King of Mercia from 821 to 823

Ceolwulf I was the King of Mercia, a kingdom of Anglo-Saxon England, from 821 until his deposition in 823. He was the brother of Coenwulf, his predecessor, and was deposed by Beornwulf.

William of Malmesbury declared that, after Cœnwulf: "the kingdom of the Mercians declining, and if I may use the expression, nearly lifeless, produced nothing worthy of historical commemoration." Actually, Mercia did have a moment of glory that William was unaware of. Indicating the year 822, the Annales Cambriae states: "The fortress of Degannwy (in Gwynedd) is destroyed by the Saxons and they took the kingdom of Powys into their own control."

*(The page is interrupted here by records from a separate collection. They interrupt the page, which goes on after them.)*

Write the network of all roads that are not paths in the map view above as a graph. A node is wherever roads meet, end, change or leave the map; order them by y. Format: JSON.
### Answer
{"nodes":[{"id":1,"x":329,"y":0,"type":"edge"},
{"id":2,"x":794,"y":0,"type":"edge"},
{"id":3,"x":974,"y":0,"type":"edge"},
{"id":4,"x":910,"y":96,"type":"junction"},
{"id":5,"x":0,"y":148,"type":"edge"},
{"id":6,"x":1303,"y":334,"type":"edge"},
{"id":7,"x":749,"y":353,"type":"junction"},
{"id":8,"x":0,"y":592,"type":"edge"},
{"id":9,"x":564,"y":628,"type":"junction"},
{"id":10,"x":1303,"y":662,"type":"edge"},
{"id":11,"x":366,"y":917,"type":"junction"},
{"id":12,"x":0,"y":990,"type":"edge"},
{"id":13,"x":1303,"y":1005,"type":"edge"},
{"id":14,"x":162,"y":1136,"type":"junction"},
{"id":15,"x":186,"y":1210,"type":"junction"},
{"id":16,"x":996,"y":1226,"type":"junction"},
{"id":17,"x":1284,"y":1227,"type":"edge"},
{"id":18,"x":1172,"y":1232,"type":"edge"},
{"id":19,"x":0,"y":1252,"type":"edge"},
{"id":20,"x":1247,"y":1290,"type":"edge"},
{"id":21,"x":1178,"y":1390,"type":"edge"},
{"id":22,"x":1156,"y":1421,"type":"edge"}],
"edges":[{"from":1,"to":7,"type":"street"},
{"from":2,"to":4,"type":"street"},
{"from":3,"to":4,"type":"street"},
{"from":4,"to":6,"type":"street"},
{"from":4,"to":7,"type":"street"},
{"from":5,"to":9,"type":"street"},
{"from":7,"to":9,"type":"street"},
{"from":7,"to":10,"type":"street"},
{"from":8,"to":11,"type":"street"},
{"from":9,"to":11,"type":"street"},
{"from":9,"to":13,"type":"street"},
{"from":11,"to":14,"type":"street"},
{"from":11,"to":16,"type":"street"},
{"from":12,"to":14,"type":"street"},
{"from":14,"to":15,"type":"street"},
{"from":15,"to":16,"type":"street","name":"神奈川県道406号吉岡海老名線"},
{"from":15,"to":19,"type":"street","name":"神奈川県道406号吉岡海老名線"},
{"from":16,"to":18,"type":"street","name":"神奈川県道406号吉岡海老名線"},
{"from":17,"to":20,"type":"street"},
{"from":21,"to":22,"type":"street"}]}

A later charter depicts a disturbed state of affairs during Ceolwulf's reign: "After the death of Cœnwulf, king of the Mercians, many disagreements and innumerable disputes arose among leading persons of every kind—kings, bishops, and ministers of the churches of God—concerning all manner of secular affairs". In 823, sometime after 26 May, on which date he granted land to Archbishop Wulfred in exchange for a gold and silver vessel, Ceolwulf was overthrown. His replacement was Beornwulf, whose pedigree is not known.

Ceolwulf ruled Kent directly—in his two charters, he is styled as "King of the Mercians and of the men of Kent".

==Family==

Family tree of Ceolwulf

Ceolwulf was the son of Cuthberht of Mercia and the brother of Coenwulf of Mercia (d. 821) and Cuthred of Kent (d. 807).
Coenwulf ruled as king of Mercia from 796 until his death in 821. In 798 Coenwulf installed his brother Cuthred as king of Kent in 798. Cuthred ruled there until his death in 807, after which Kent reverted to Mercia. Upon Coenwulf's death in 821 he was succeeded by Ceolwulf.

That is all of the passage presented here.